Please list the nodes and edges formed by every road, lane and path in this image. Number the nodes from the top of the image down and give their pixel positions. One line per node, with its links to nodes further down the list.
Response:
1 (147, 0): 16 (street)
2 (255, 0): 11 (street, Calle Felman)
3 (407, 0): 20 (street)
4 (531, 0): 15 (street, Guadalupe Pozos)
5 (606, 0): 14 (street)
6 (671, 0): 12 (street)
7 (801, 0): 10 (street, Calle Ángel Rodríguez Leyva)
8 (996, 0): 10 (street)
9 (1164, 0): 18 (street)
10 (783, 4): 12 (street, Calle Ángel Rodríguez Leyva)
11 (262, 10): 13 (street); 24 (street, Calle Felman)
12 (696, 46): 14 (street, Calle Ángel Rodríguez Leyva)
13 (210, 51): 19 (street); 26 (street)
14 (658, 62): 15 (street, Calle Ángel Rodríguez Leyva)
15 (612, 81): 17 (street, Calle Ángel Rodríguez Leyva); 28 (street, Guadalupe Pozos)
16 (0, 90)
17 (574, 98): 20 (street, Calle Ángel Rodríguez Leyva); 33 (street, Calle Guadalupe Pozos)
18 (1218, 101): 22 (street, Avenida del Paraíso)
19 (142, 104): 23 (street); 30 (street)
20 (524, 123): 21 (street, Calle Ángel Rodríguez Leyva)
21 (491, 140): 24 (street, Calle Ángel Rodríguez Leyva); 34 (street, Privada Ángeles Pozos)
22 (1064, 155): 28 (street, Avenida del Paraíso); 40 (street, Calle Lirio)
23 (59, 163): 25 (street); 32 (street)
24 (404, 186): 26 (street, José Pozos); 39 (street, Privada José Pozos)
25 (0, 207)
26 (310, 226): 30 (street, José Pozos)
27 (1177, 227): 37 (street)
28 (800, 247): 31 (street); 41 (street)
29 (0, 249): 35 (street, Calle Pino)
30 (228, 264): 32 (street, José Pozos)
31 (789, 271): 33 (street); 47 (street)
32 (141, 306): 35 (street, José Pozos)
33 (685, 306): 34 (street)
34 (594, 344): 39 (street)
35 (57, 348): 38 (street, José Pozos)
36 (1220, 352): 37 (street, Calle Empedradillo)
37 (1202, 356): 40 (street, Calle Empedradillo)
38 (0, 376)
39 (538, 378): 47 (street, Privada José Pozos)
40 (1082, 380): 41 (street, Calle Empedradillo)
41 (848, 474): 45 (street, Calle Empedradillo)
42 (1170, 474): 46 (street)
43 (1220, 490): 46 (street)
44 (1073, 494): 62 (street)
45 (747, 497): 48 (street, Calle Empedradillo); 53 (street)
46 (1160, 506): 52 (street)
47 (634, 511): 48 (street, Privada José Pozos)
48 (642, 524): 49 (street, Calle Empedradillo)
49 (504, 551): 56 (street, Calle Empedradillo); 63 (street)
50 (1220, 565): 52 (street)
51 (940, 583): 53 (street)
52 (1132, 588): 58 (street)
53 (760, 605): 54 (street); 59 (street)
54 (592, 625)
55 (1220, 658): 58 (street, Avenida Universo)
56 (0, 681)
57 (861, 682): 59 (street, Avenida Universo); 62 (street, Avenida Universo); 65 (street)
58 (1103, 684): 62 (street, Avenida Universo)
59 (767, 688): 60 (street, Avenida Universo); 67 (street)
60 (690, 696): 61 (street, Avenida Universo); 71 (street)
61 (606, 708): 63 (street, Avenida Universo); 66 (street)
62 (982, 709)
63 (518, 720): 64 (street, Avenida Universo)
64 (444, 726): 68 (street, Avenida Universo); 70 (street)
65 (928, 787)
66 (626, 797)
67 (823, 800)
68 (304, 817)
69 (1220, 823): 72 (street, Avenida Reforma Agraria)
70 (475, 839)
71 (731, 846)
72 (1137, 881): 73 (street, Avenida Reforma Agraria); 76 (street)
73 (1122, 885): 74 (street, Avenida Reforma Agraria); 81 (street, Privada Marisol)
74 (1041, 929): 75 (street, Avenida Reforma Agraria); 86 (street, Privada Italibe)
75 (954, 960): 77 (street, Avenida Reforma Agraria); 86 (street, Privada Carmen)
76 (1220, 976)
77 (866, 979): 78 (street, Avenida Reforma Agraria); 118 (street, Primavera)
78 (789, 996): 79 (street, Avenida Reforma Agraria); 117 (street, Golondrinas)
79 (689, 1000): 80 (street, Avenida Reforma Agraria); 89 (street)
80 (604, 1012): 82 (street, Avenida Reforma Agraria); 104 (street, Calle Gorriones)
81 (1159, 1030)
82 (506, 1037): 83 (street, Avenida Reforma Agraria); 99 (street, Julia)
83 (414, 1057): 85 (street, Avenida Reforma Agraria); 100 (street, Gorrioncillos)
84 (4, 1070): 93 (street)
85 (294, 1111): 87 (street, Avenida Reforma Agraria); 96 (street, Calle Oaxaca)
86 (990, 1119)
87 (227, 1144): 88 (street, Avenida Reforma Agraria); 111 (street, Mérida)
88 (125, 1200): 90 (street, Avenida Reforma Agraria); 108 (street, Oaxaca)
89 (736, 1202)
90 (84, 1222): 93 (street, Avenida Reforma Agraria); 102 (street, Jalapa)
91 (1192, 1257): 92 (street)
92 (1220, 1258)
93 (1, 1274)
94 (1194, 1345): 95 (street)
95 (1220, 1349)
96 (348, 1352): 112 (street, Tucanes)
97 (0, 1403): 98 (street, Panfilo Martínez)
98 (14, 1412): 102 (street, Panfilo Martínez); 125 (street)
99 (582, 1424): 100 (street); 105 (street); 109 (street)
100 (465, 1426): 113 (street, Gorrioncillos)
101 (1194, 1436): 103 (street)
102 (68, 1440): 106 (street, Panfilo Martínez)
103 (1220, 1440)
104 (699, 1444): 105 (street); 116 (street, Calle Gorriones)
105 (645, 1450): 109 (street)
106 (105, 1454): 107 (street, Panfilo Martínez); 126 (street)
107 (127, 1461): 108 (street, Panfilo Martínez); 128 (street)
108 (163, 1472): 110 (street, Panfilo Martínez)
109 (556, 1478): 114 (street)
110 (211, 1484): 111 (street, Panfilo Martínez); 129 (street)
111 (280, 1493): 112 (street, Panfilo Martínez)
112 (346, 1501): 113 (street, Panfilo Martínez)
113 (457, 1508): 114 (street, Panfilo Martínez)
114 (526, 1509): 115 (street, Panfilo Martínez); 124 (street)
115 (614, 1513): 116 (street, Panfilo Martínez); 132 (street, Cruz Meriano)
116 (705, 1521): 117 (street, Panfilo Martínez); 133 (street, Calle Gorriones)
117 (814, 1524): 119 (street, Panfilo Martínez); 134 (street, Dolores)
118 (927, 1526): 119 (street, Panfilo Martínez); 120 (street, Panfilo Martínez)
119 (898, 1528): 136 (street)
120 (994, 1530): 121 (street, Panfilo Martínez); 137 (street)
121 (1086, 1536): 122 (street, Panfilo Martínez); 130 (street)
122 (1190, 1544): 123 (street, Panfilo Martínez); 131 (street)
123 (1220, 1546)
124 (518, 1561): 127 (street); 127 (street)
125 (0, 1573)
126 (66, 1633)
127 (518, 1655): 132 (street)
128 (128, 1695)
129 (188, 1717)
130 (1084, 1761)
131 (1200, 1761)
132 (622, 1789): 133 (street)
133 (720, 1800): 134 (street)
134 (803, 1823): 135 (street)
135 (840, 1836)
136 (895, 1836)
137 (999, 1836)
■ ■ ■ ■
▶ WORK INSTRUCTION:
Your response should consist of the whole listing, repeated exactly.

▶ FINAL ANSWER:
Please list the nodes and edges formed by every road, lane and path in this image. Number the nodes from the top of the image down and give their pixel positions. One line per node, with its links to nodes further down the list.
Response:
1 (147, 0): 16 (street)
2 (255, 0): 11 (street, Calle Felman)
3 (407, 0): 20 (street)
4 (531, 0): 15 (street, Guadalupe Pozos)
5 (606, 0): 14 (street)
6 (671, 0): 12 (street)
7 (801, 0): 10 (street, Calle Ángel Rodríguez Leyva)
8 (996, 0): 10 (street)
9 (1164, 0): 18 (street)
10 (783, 4): 12 (street, Calle Ángel Rodríguez Leyva)
11 (262, 10): 13 (street); 24 (street, Calle Felman)
12 (696, 46): 14 (street, Calle Ángel Rodríguez Leyva)
13 (210, 51): 19 (street); 26 (street)
14 (658, 62): 15 (street, Calle Ángel Rodríguez Leyva)
15 (612, 81): 17 (street, Calle Ángel Rodríguez Leyva); 28 (street, Guadalupe Pozos)
16 (0, 90)
17 (574, 98): 20 (street, Calle Ángel Rodríguez Leyva); 33 (street, Calle Guadalupe Pozos)
18 (1218, 101): 22 (street, Avenida del Paraíso)
19 (142, 104): 23 (street); 30 (street)
20 (524, 123): 21 (street, Calle Ángel Rodríguez Leyva)
21 (491, 140): 24 (street, Calle Ángel Rodríguez Leyva); 34 (street, Privada Ángeles Pozos)
22 (1064, 155): 28 (street, Avenida del Paraíso); 40 (street, Calle Lirio)
23 (59, 163): 25 (street); 32 (street)
24 (404, 186): 26 (street, José Pozos); 39 (street, Privada José Pozos)
25 (0, 207)
26 (310, 226): 30 (street, José Pozos)
27 (1177, 227): 37 (street)
28 (800, 247): 31 (street); 41 (street)
29 (0, 249): 35 (street, Calle Pino)
30 (228, 264): 32 (street, José Pozos)
31 (789, 271): 33 (street); 47 (street)
32 (141, 306): 35 (street, José Pozos)
33 (685, 306): 34 (street)
34 (594, 344): 39 (street)
35 (57, 348): 38 (street, José Pozos)
36 (1220, 352): 37 (street, Calle Empedradillo)
37 (1202, 356): 40 (street, Calle Empedradillo)
38 (0, 376)
39 (538, 378): 47 (street, Privada José Pozos)
40 (1082, 380): 41 (street, Calle Empedradillo)
41 (848, 474): 45 (street, Calle Empedradillo)
42 (1170, 474): 46 (street)
43 (1220, 490): 46 (street)
44 (1073, 494): 62 (street)
45 (747, 497): 48 (street, Calle Empedradillo); 53 (street)
46 (1160, 506): 52 (street)
47 (634, 511): 48 (street, Privada José Pozos)
48 (642, 524): 49 (street, Calle Empedradillo)
49 (504, 551): 56 (street, Calle Empedradillo); 63 (street)
50 (1220, 565): 52 (street)
51 (940, 583): 53 (street)
52 (1132, 588): 58 (street)
53 (760, 605): 54 (street); 59 (street)
54 (592, 625)
55 (1220, 658): 58 (street, Avenida Universo)
56 (0, 681)
57 (861, 682): 59 (street, Avenida Universo); 62 (street, Avenida Universo); 65 (street)
58 (1103, 684): 62 (street, Avenida Universo)
59 (767, 688): 60 (street, Avenida Universo); 67 (street)
60 (690, 696): 61 (street, Avenida Universo); 71 (street)
61 (606, 708): 63 (street, Avenida Universo); 66 (street)
62 (982, 709)
63 (518, 720): 64 (street, Avenida Universo)
64 (444, 726): 68 (street, Avenida Universo); 70 (street)
65 (928, 787)
66 (626, 797)
67 (823, 800)
68 (304, 817)
69 (1220, 823): 72 (street, Avenida Reforma Agraria)
70 (475, 839)
71 (731, 846)
72 (1137, 881): 73 (street, Avenida Reforma Agraria); 76 (street)
73 (1122, 885): 74 (street, Avenida Reforma Agraria); 81 (street, Privada Marisol)
74 (1041, 929): 75 (street, Avenida Reforma Agraria); 86 (street, Privada Italibe)
75 (954, 960): 77 (street, Avenida Reforma Agraria); 86 (street, Privada Carmen)
76 (1220, 976)
77 (866, 979): 78 (street, Avenida Reforma Agraria); 118 (street, Primavera)
78 (789, 996): 79 (street, Avenida Reforma Agraria); 117 (street, Golondrinas)
79 (689, 1000): 80 (street, Avenida Reforma Agraria); 89 (street)
80 (604, 1012): 82 (street, Avenida Reforma Agraria); 104 (street, Calle Gorriones)
81 (1159, 1030)
82 (506, 1037): 83 (street, Avenida Reforma Agraria); 99 (street, Julia)
83 (414, 1057): 85 (street, Avenida Reforma Agraria); 100 (street, Gorrioncillos)
84 (4, 1070): 93 (street)
85 (294, 1111): 87 (street, Avenida Reforma Agraria); 96 (street, Calle Oaxaca)
86 (990, 1119)
87 (227, 1144): 88 (street, Avenida Reforma Agraria); 111 (street, Mérida)
88 (125, 1200): 90 (street, Avenida Reforma Agraria); 108 (street, Oaxaca)
89 (736, 1202)
90 (84, 1222): 93 (street, Avenida Reforma Agraria); 102 (street, Jalapa)
91 (1192, 1257): 92 (street)
92 (1220, 1258)
93 (1, 1274)
94 (1194, 1345): 95 (street)
95 (1220, 1349)
96 (348, 1352): 112 (street, Tucanes)
97 (0, 1403): 98 (street, Panfilo Martínez)
98 (14, 1412): 102 (street, Panfilo Martínez); 125 (street)
99 (582, 1424): 100 (street); 105 (street); 109 (street)
100 (465, 1426): 113 (street, Gorrioncillos)
101 (1194, 1436): 103 (street)
102 (68, 1440): 106 (street, Panfilo Martínez)
103 (1220, 1440)
104 (699, 1444): 105 (street); 116 (street, Calle Gorriones)
105 (645, 1450): 109 (street)
106 (105, 1454): 107 (street, Panfilo Martínez); 126 (street)
107 (127, 1461): 108 (street, Panfilo Martínez); 128 (street)
108 (163, 1472): 110 (street, Panfilo Martínez)
109 (556, 1478): 114 (street)
110 (211, 1484): 111 (street, Panfilo Martínez); 129 (street)
111 (280, 1493): 112 (street, Panfilo Martínez)
112 (346, 1501): 113 (street, Panfilo Martínez)
113 (457, 1508): 114 (street, Panfilo Martínez)
114 (526, 1509): 115 (street, Panfilo Martínez); 124 (street)
115 (614, 1513): 116 (street, Panfilo Martínez); 132 (street, Cruz Meriano)
116 (705, 1521): 117 (street, Panfilo Martínez); 133 (street, Calle Gorriones)
117 (814, 1524): 119 (street, Panfilo Martínez); 134 (street, Dolores)
118 (927, 1526): 119 (street, Panfilo Martínez); 120 (street, Panfilo Martínez)
119 (898, 1528): 136 (street)
120 (994, 1530): 121 (street, Panfilo Martínez); 137 (street)
121 (1086, 1536): 122 (street, Panfilo Martínez); 130 (street)
122 (1190, 1544): 123 (street, Panfilo Martínez); 131 (street)
123 (1220, 1546)
124 (518, 1561): 127 (street); 127 (street)
125 (0, 1573)
126 (66, 1633)
127 (518, 1655): 132 (street)
128 (128, 1695)
129 (188, 1717)
130 (1084, 1761)
131 (1200, 1761)
132 (622, 1789): 133 (street)
133 (720, 1800): 134 (street)
134 (803, 1823): 135 (street)
135 (840, 1836)
136 (895, 1836)
137 (999, 1836)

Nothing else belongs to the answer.